# PROBLEM
The number of lines holding the string "Northwest" is all that is wanted; count them in the records below.

Entries taken from a collection
============================================================
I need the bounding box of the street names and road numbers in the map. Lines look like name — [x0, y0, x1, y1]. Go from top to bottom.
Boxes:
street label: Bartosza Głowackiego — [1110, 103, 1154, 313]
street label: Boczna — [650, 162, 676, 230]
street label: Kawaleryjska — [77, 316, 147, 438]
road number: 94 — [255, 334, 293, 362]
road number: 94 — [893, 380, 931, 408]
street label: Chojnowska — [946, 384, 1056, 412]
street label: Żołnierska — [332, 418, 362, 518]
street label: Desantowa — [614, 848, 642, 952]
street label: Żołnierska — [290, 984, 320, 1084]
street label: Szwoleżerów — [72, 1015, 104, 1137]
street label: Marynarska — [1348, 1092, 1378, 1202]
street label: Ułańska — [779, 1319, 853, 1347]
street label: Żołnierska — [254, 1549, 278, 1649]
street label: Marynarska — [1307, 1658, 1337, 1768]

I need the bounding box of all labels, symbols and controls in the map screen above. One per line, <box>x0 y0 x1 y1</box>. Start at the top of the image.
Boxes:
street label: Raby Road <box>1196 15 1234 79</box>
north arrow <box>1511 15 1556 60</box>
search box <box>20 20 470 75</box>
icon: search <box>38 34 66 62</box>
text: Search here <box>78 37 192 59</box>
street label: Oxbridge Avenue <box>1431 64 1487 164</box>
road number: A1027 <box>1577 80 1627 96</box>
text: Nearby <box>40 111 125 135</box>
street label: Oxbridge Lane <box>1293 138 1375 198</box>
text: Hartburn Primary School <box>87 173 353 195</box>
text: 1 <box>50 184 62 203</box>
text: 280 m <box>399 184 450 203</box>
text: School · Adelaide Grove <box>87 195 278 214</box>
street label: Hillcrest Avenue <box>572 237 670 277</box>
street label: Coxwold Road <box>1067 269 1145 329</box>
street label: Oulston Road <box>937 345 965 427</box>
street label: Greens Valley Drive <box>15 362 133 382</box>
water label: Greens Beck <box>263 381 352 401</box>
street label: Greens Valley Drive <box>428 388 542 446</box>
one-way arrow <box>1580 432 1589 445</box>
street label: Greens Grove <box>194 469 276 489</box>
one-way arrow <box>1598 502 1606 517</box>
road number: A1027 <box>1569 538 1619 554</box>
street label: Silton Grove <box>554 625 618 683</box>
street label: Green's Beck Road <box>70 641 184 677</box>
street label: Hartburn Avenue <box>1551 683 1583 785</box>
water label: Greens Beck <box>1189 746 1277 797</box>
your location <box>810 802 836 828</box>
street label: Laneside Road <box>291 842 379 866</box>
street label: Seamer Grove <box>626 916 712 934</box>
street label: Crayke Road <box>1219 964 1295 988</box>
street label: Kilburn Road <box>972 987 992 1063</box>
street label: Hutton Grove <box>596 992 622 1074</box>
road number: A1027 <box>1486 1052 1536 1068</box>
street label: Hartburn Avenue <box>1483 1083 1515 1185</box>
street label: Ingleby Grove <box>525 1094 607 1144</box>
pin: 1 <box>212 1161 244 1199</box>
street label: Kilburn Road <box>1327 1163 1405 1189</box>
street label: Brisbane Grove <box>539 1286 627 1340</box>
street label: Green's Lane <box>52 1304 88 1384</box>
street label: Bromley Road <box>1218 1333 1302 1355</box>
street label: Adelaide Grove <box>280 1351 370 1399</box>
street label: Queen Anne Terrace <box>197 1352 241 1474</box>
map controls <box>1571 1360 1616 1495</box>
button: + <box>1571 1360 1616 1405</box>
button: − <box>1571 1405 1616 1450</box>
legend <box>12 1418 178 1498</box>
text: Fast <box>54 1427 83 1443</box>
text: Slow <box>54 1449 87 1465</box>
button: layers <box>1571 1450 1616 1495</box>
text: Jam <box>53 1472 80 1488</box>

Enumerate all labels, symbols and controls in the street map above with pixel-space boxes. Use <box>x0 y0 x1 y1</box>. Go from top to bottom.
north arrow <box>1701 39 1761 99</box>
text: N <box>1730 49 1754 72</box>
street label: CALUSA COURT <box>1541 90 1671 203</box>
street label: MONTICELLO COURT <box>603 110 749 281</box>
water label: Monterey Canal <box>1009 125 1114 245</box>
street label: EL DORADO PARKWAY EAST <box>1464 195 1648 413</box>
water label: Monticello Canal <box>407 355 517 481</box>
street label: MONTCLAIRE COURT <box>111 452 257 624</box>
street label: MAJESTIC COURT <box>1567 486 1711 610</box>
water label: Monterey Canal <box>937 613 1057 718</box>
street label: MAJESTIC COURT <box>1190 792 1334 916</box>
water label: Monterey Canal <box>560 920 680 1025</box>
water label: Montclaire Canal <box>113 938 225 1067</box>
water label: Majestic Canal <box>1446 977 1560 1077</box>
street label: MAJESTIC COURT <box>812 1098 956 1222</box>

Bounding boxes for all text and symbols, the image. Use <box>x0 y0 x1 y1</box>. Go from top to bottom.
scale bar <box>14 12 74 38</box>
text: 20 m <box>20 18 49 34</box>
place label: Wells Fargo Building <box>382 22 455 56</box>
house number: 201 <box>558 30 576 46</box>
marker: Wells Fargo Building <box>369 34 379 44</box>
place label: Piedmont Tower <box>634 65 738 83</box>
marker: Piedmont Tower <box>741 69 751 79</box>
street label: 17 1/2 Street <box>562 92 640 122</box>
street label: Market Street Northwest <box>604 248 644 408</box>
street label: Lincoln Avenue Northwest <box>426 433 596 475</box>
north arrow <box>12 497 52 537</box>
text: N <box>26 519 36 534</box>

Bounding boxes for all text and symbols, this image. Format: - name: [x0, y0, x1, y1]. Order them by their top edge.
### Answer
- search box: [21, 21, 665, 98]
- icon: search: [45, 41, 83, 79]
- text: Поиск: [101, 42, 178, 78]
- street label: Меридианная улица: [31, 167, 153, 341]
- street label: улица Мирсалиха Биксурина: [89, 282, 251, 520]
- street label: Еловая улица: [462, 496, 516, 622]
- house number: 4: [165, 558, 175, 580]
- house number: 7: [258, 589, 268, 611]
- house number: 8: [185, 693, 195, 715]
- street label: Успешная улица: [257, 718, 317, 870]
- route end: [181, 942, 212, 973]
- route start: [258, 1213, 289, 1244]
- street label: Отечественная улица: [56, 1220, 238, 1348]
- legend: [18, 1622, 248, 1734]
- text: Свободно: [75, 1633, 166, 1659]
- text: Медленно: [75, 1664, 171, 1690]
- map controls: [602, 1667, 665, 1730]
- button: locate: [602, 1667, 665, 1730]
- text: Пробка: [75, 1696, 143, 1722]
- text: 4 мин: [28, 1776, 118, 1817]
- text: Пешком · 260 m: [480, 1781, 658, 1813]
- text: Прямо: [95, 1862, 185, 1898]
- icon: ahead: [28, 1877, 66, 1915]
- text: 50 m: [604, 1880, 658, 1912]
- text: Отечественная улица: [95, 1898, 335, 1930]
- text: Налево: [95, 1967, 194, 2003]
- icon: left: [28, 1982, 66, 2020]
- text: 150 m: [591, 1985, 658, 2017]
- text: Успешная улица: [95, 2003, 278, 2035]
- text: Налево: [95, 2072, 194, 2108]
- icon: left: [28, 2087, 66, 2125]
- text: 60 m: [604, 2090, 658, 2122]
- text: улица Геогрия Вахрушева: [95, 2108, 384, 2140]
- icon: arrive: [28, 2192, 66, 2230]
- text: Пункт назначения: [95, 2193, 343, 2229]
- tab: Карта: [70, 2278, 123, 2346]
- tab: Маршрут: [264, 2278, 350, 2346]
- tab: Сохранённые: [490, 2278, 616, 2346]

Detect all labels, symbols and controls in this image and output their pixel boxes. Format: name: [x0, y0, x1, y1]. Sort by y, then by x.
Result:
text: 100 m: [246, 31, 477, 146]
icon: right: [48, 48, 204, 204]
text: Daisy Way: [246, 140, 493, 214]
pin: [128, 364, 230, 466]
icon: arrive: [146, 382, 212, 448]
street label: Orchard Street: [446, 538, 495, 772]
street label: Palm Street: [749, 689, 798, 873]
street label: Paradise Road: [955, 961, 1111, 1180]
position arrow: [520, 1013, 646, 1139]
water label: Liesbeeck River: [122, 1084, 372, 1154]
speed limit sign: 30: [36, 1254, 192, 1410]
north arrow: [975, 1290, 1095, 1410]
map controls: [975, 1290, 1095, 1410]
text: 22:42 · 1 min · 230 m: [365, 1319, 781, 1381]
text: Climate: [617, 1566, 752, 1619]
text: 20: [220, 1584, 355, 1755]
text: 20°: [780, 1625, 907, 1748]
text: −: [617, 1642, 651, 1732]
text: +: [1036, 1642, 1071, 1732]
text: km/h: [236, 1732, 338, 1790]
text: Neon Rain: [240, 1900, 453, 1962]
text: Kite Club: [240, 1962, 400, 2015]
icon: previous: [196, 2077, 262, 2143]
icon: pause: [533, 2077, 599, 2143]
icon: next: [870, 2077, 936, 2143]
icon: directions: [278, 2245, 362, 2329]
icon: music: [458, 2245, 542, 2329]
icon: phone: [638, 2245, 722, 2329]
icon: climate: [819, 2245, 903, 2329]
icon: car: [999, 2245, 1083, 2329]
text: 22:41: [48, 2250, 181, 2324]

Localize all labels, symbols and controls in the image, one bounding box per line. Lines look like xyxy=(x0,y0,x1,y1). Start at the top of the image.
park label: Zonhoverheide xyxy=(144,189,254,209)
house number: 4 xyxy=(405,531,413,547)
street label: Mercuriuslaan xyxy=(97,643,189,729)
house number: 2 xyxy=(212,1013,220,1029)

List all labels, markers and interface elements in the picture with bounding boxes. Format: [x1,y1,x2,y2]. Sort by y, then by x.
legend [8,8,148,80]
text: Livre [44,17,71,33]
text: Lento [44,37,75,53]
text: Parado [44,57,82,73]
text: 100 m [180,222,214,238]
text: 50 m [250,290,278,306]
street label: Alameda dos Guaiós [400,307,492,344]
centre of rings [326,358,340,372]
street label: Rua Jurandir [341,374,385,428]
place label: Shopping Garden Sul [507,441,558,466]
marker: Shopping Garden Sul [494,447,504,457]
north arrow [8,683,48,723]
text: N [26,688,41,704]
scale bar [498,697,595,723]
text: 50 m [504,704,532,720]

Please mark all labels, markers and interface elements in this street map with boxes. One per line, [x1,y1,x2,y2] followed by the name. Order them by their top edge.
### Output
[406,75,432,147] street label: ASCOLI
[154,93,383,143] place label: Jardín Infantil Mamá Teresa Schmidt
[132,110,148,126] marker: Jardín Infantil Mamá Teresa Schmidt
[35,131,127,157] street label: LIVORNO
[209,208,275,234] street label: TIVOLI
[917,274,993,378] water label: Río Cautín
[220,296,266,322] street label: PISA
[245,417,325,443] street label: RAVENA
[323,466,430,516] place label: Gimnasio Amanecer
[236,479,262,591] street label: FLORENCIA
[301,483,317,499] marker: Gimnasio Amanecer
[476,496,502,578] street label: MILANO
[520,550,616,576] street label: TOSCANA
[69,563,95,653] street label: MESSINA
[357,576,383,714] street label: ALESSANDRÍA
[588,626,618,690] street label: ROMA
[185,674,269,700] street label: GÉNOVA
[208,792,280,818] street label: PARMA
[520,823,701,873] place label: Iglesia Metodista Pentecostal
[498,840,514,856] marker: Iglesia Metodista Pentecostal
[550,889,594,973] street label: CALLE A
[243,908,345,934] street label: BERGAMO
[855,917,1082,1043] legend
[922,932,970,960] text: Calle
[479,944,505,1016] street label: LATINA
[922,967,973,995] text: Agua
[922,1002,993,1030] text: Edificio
============================================================
# TASK RESULT
2